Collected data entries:
↓↓↓

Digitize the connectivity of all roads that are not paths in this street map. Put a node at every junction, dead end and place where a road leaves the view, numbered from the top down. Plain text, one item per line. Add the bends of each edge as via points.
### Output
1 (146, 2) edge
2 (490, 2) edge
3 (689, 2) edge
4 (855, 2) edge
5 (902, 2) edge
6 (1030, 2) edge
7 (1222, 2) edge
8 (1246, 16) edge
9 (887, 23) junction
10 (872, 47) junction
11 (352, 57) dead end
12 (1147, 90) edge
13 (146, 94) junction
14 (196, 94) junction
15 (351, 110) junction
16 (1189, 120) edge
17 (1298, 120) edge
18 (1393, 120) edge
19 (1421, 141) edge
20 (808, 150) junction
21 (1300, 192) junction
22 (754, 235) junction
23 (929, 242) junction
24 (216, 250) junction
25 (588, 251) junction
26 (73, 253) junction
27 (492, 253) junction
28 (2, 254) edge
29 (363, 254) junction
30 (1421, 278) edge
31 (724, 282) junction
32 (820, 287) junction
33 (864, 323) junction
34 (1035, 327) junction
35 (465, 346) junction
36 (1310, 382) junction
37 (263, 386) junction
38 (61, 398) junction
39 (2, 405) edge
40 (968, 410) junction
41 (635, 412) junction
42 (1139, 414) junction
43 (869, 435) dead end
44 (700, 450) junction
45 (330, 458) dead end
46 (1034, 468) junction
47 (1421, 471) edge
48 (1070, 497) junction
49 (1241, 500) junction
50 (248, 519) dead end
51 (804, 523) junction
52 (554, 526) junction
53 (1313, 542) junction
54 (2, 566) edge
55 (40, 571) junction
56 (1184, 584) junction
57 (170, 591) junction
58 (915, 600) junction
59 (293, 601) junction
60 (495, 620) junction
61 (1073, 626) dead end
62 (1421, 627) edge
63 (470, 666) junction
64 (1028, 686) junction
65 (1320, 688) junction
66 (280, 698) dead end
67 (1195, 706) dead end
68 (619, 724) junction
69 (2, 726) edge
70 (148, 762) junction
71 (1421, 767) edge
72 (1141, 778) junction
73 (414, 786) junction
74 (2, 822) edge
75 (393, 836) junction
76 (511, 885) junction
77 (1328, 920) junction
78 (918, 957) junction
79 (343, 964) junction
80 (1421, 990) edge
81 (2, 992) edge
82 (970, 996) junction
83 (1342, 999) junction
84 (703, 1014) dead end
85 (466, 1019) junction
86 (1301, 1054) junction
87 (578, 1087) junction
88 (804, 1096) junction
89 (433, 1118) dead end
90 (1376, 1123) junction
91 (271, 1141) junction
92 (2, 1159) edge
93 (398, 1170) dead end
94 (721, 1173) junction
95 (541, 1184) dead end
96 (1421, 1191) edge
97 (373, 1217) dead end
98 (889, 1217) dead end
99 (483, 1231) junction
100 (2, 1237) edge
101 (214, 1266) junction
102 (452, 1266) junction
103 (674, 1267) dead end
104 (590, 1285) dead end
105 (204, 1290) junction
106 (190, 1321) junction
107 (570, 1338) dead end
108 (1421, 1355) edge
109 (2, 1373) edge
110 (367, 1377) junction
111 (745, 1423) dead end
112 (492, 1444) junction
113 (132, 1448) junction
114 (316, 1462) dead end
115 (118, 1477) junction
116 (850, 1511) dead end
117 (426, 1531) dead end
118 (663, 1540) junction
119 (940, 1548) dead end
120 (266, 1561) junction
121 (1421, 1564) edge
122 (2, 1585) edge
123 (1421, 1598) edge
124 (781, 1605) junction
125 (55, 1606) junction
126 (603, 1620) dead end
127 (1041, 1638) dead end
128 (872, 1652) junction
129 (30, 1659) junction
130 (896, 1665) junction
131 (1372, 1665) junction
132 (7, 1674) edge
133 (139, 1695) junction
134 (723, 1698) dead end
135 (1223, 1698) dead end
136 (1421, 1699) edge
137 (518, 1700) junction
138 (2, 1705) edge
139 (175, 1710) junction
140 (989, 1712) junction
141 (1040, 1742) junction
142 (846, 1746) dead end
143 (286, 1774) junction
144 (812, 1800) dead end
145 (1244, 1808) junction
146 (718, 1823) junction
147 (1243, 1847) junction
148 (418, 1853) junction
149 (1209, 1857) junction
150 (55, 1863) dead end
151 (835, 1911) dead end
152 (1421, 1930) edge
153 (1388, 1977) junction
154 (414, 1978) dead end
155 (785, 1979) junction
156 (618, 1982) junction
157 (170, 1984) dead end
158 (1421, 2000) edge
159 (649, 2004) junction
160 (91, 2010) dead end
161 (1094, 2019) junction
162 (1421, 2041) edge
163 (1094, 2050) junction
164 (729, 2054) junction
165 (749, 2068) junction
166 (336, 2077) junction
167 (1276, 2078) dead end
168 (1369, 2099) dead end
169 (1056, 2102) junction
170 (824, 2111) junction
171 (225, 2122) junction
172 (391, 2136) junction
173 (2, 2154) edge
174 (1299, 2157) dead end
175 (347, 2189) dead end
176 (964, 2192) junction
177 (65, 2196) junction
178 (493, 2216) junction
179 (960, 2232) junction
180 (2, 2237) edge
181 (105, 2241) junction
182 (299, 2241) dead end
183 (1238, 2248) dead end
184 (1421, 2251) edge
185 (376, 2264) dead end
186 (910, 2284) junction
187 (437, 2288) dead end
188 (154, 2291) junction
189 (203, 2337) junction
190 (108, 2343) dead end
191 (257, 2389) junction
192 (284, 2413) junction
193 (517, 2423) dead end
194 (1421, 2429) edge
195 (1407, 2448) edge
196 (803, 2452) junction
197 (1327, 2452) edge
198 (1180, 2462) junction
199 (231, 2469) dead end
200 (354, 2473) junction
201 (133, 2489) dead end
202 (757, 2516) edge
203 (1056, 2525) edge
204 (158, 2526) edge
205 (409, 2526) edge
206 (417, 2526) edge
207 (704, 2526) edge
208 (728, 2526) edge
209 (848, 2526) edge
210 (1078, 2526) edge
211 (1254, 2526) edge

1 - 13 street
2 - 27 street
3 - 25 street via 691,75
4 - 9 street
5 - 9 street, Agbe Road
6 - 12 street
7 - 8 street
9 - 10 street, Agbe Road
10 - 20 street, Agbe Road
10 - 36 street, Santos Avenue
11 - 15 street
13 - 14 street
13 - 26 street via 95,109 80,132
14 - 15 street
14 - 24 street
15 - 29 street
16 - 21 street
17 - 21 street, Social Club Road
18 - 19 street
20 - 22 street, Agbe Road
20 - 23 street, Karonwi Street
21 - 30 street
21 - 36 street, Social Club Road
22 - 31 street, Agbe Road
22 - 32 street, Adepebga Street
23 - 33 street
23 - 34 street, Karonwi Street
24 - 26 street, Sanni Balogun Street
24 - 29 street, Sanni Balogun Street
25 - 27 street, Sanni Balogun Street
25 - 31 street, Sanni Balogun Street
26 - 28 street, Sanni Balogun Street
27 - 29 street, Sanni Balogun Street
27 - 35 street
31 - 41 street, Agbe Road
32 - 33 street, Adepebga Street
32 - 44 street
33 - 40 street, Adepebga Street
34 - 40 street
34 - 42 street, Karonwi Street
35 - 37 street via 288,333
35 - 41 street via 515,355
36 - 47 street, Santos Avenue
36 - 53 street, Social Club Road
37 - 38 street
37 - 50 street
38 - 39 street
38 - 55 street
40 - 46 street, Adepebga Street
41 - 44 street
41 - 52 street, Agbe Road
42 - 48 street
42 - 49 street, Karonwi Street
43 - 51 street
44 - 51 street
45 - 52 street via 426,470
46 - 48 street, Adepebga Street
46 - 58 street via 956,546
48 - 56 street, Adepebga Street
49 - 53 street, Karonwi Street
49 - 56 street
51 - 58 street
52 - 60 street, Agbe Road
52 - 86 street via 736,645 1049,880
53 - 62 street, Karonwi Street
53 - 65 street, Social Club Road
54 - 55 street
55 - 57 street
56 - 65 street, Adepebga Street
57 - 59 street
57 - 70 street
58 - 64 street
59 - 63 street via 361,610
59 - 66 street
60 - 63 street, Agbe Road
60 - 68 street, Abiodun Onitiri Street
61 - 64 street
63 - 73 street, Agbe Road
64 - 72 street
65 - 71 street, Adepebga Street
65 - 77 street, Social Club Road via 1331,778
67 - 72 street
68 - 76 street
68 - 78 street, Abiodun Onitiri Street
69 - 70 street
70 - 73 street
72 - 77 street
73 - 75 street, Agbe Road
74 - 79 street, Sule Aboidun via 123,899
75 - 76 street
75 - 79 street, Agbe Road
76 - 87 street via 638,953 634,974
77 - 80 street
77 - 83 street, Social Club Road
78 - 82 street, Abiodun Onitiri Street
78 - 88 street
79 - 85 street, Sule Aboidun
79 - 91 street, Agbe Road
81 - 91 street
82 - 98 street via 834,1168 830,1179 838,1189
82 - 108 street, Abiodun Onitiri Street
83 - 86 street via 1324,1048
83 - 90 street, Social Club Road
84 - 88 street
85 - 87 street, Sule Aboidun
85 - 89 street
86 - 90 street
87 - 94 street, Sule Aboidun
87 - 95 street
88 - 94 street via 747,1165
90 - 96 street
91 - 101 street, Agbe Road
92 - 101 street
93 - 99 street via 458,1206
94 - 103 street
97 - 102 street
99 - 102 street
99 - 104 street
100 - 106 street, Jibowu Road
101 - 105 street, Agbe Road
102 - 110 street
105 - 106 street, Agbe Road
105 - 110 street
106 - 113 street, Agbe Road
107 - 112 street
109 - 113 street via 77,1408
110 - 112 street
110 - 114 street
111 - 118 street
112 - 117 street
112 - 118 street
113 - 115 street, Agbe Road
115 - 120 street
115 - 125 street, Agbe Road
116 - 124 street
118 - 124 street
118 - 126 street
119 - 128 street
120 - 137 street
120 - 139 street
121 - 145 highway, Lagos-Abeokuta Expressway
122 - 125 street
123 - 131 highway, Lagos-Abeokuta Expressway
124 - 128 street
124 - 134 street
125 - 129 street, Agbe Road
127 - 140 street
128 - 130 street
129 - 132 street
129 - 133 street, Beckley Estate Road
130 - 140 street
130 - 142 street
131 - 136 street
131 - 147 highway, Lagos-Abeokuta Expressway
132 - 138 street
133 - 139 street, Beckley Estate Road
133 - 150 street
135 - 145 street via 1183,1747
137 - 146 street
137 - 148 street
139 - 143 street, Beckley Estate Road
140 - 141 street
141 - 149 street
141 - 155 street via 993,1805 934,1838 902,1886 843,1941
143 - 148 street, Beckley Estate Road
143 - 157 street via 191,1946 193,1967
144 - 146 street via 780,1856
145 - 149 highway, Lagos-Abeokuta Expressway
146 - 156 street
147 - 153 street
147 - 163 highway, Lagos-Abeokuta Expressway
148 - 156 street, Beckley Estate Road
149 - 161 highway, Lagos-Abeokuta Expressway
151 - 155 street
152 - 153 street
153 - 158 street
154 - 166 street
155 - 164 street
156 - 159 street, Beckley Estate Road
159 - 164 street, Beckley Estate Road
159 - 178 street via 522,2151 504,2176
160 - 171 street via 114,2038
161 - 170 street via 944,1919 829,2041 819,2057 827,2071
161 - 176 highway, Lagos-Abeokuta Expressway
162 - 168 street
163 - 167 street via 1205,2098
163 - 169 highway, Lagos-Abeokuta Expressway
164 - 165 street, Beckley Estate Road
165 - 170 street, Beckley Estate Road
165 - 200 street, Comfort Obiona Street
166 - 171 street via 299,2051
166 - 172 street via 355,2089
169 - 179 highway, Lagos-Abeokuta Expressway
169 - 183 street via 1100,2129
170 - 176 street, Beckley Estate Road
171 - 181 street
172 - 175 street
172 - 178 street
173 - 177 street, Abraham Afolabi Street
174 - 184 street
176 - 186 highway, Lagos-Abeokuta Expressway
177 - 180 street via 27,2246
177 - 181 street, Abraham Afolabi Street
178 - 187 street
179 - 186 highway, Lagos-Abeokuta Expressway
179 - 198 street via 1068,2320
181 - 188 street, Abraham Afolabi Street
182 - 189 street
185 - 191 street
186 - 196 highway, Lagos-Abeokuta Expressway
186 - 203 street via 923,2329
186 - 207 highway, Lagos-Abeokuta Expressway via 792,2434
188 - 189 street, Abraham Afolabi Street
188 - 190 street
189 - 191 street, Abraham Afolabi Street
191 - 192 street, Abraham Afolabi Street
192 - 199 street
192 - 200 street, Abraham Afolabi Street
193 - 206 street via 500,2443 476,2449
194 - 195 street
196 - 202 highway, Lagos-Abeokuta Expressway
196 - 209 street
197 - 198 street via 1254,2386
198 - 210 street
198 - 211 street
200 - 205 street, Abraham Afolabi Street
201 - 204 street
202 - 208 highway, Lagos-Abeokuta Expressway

↑↑↑

■ Task requirements ■
Within the data above, determine the number of lines that contain the word "Sanni"; write only that number.

■ Response ■
6